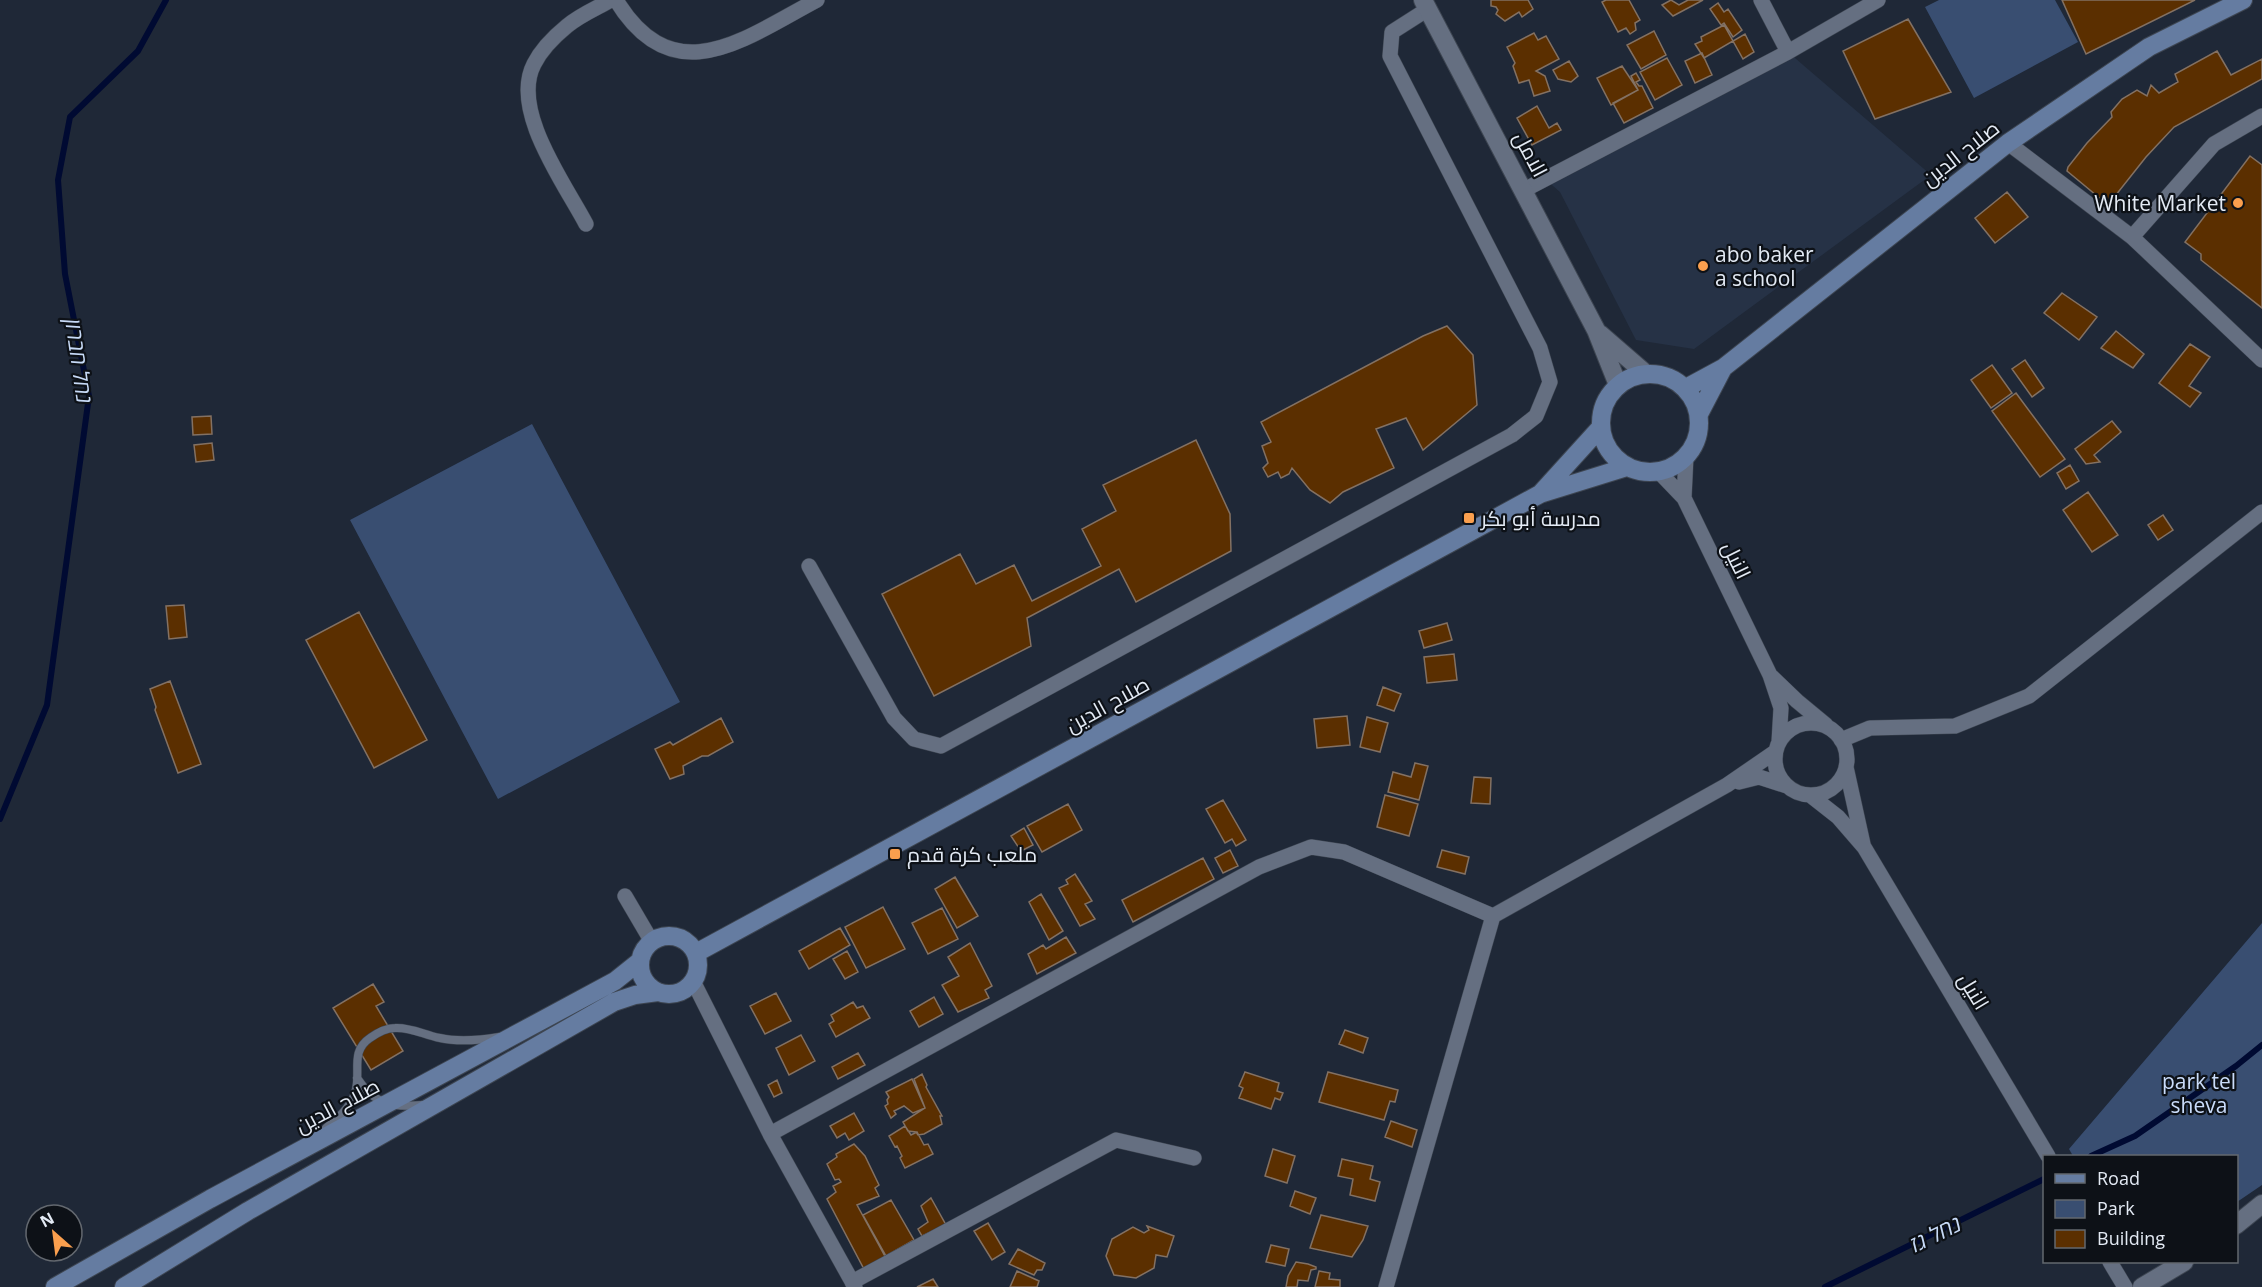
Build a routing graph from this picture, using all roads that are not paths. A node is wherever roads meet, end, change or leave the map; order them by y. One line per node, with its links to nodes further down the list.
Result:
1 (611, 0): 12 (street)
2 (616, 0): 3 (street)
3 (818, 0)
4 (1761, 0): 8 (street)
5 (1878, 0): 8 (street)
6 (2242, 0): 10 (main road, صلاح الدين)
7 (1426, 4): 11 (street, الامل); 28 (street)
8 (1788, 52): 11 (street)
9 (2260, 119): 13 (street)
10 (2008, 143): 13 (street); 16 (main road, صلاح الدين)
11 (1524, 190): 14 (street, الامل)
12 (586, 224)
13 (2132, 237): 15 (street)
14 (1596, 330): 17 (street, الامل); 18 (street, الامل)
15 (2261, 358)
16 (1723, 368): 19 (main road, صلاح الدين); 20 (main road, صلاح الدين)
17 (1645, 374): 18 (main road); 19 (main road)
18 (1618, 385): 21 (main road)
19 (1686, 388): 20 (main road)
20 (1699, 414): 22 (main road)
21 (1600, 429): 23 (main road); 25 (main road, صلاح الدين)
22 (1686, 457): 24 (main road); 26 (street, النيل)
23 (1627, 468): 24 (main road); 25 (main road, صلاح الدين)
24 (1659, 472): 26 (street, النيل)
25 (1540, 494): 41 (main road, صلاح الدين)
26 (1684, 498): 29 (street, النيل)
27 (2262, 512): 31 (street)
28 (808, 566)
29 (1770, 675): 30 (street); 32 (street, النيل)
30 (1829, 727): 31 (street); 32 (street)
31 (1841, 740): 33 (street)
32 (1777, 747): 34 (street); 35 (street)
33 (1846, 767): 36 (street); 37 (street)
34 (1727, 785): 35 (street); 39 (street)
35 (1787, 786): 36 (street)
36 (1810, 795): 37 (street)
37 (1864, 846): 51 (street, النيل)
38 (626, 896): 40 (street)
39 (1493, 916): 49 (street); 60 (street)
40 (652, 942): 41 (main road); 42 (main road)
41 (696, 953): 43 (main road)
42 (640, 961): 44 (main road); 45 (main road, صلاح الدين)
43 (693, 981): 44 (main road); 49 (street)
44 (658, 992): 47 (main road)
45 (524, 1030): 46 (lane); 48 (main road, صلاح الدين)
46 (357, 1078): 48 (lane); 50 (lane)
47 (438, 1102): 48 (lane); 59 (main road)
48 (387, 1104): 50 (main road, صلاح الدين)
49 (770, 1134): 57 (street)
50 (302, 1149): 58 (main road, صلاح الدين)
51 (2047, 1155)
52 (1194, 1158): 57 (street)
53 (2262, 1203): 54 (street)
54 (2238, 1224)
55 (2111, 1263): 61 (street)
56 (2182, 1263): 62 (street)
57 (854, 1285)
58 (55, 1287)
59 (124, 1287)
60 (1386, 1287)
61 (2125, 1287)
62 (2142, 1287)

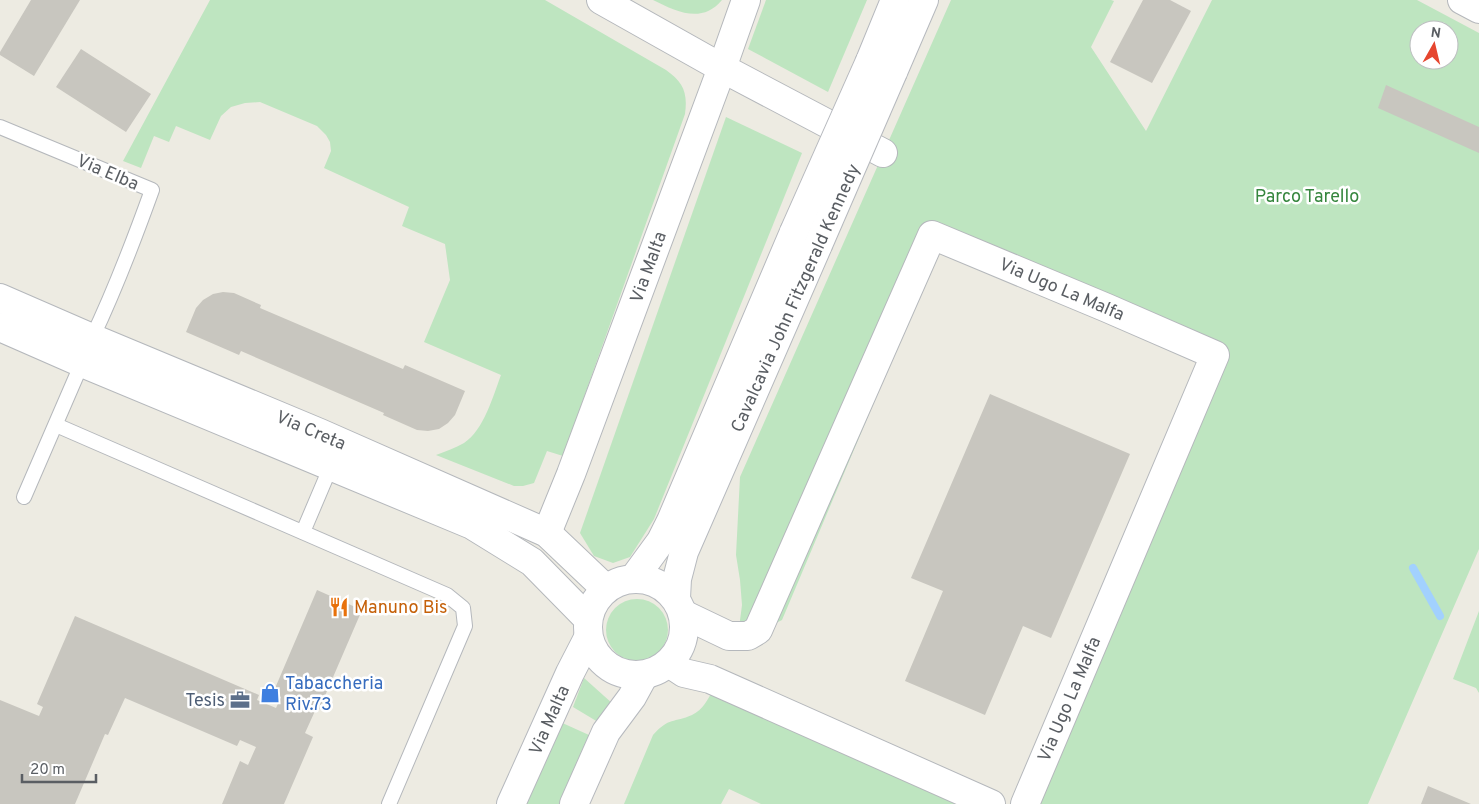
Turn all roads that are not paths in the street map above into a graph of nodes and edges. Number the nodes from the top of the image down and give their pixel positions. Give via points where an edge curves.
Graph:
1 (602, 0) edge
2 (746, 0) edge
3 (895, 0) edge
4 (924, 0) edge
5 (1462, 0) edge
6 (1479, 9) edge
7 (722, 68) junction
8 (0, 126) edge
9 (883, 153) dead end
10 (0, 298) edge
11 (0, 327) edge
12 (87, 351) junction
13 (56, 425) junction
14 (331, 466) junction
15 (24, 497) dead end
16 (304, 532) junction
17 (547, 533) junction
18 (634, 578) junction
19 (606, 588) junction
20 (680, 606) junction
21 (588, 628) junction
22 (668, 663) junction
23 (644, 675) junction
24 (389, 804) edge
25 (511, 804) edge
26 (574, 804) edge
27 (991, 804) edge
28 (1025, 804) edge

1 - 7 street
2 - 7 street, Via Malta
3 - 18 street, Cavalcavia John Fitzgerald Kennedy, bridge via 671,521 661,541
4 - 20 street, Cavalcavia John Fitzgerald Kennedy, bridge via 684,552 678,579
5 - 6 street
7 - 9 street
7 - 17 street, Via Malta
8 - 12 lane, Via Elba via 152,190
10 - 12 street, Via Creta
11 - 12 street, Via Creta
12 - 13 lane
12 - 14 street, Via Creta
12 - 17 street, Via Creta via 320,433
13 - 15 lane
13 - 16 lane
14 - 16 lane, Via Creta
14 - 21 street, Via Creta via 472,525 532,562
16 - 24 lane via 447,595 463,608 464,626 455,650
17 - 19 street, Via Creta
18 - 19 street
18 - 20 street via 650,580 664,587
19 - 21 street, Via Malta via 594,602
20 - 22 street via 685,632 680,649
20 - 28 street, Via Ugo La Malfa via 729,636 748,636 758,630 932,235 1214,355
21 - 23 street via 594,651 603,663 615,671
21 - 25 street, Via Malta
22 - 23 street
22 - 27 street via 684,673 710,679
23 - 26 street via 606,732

What the task asks:
Which lines of the data include "Malta"? Copy each of them.

Reply:
2 - 7 street, Via Malta
7 - 17 street, Via Malta
19 - 21 street, Via Malta via 594,602
21 - 25 street, Via Malta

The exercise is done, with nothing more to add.